Description of the task — For each line below that includes the string "Amazonvägen", show the whole line.

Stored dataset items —
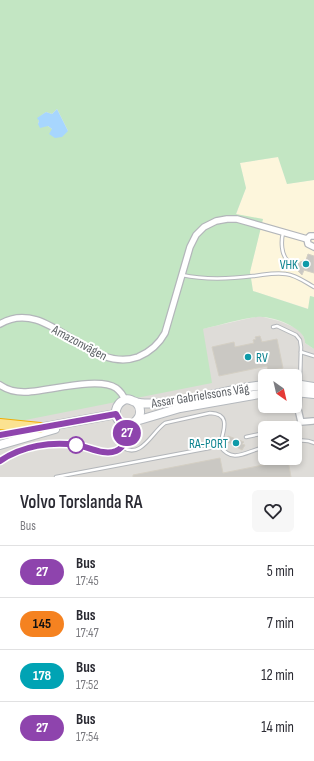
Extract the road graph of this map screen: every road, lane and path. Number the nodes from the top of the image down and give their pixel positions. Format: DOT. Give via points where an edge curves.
graph roads {
  1 [pos="283,232"];
  2 [pos="314,236"];
  3 [pos="307,239"];
  4 [pos="314,247"];
  5 [pos="297,265"];
  6 [pos="182,275"];
  7 [pos="314,287"];
  8 [pos="0,324"];
  9 [pos="273,326"];
  10 [pos="301,352"];
  11 [pos="314,356"];
  12 [pos="299,369"];
  13 [pos="0,385"];
  14 [pos="258,386"];
  15 [pos="314,387"];
  16 [pos="302,388"];
  17 [pos="302,390"];
  18 [pos="258,394"];
  19 [pos="314,394"];
  20 [pos="125,400"];
  21 [pos="136,402"];
  22 [pos="116,414"];
  23 [pos="75,421"];
  24 [pos="136,421"];
  25 [pos="314,421"];
  26 [pos="302,422"];
  27 [pos="0,424"];
  28 [pos="128,424"];
  29 [pos="40,428"];
  30 [pos="258,434"];
  31 [pos="0,435"];
  32 [pos="246,437"];
  33 [pos="302,440"];
  34 [pos="314,443"];
  35 [pos="0,445"];
  36 [pos="122,446"];
  37 [pos="220,446"];
  38 [pos="258,449"];
  39 [pos="0,461"];
  40 [pos="56,477"];
  1 -- 3 [label="street, Amazonvägen"];
  1 -- 5 [label="lane" via="284,255 287,261"];
  1 -- 6 [label="street, Amazonvägen" via="232,218 213,222 194,238"];
  2 -- 3 [label="street"];
  3 -- 4 [label="street" via="308,244"];
  6 -- 7 [label="lane" via="203,278 287,274"];
  6 -- 8 [label="street, Amazonvägen" via="162,337 149,351 131,359 117,360 105,357 44,322 32,318 12,318"];
  9 -- 10 [label="lane" via="296,335 301,342"];
  10 -- 11 [label="lane"];
  10 -- 12 [label="lane"];
  13 -- 20 [label="street" via="24,392 99,384 116,388"];
  14 -- 21 [label="street, Assar Gabrielssons Väg" via="168,402"];
  15 -- 16 [label="street"];
  17 -- 19 [label="street"];
  18 -- 24 [label="street, Assar Gabrielssons Väg" via="180,408"];
  20 -- 21 [label="street"];
  20 -- 22 [label="street" via="118,405"];
  21 -- 24 [label="street" via="140,411"];
  22 -- 23 [label="street"];
  22 -- 28 [label="street" via="120,421"];
  23 -- 29 [label="street"];
  23 -- 35 [label="street"];
  24 -- 28 [label="street"];
  25 -- 26 [label="street"];
  27 -- 29 [label="highway"];
  28 -- 36 [label="street" via="126,440"];
  29 -- 31 [label="street"];
  30 -- 32 [label="lane"];
  33 -- 34 [label="lane"];
  36 -- 37 [label="lane, Assar Gabrielssons Väg" via="134,451 165,423 210,413 219,415 225,422"];
  36 -- 39 [label="street" via="116,451 107,452 76,445 49,444 18,451"];
  37 -- 38 [label="lane" via="225,453 233,456"];
  37 -- 40 [label="lane"];
}
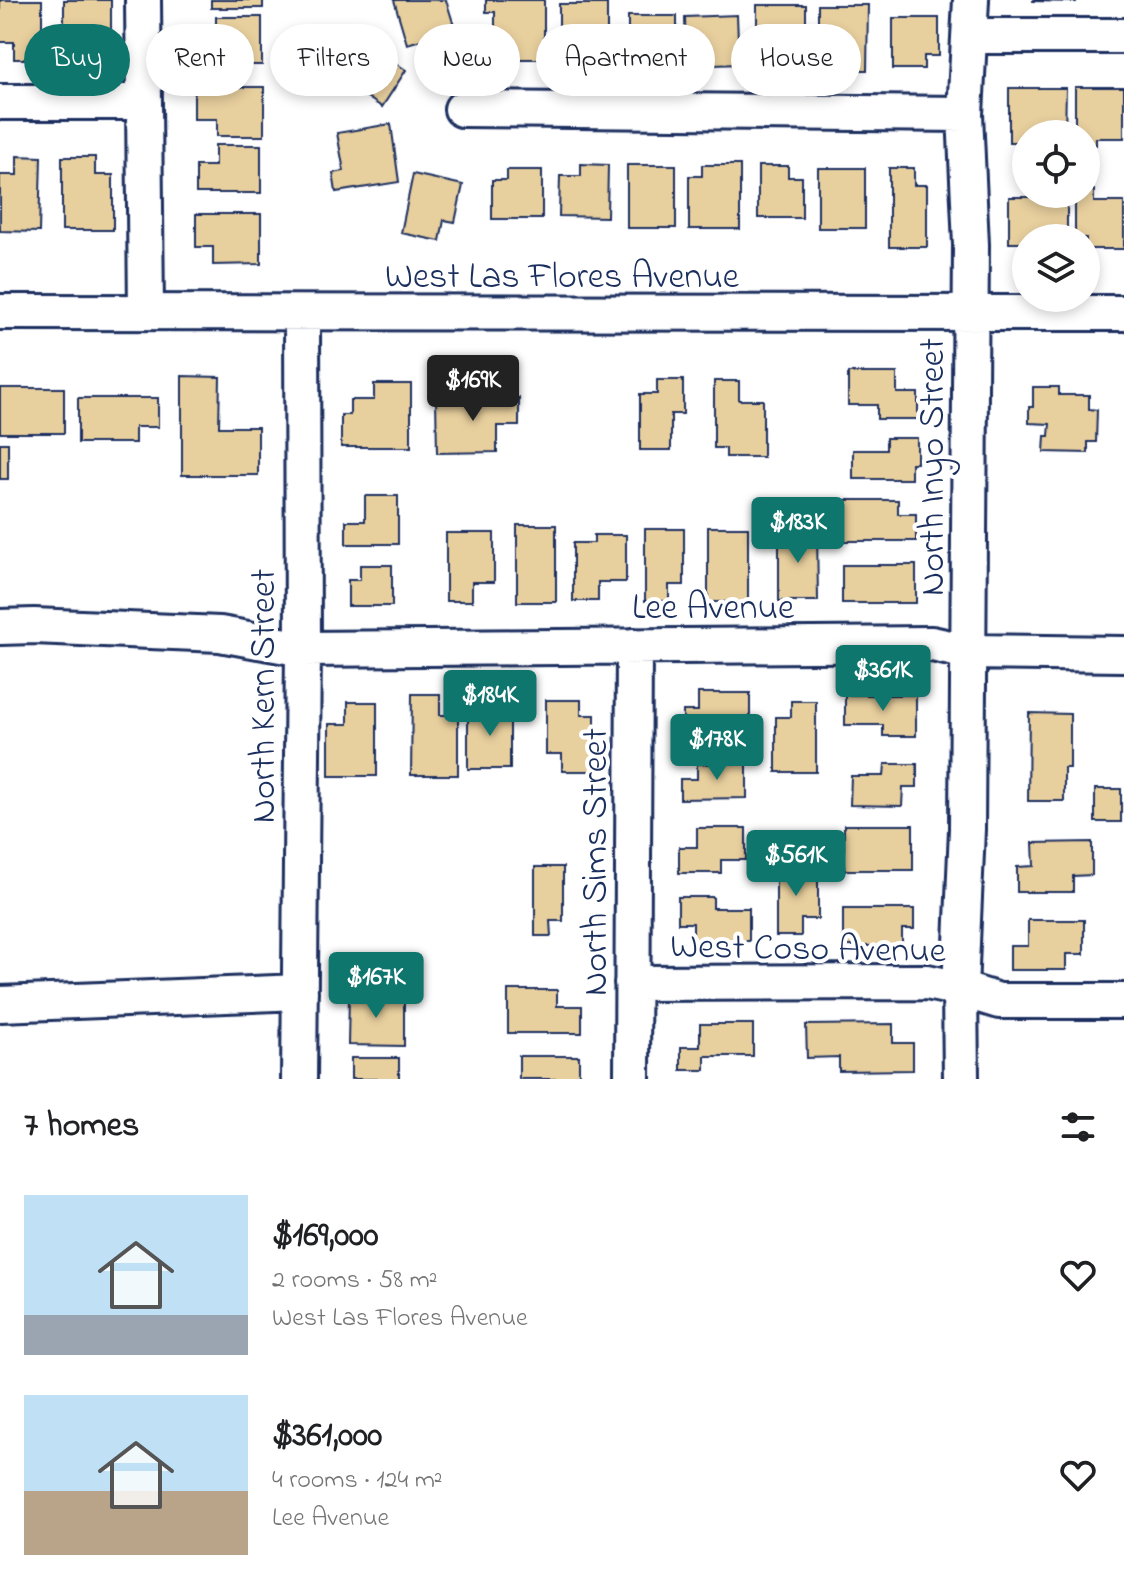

Worked solution —
  1 -- 3 [label="street, Amazonvägen"];
  1 -- 6 [label="street, Amazonvägen" via="232,218 213,222 194,238"];
  6 -- 8 [label="street, Amazonvägen" via="162,337 149,351 131,359 117,360 105,357 44,322 32,318 12,318"];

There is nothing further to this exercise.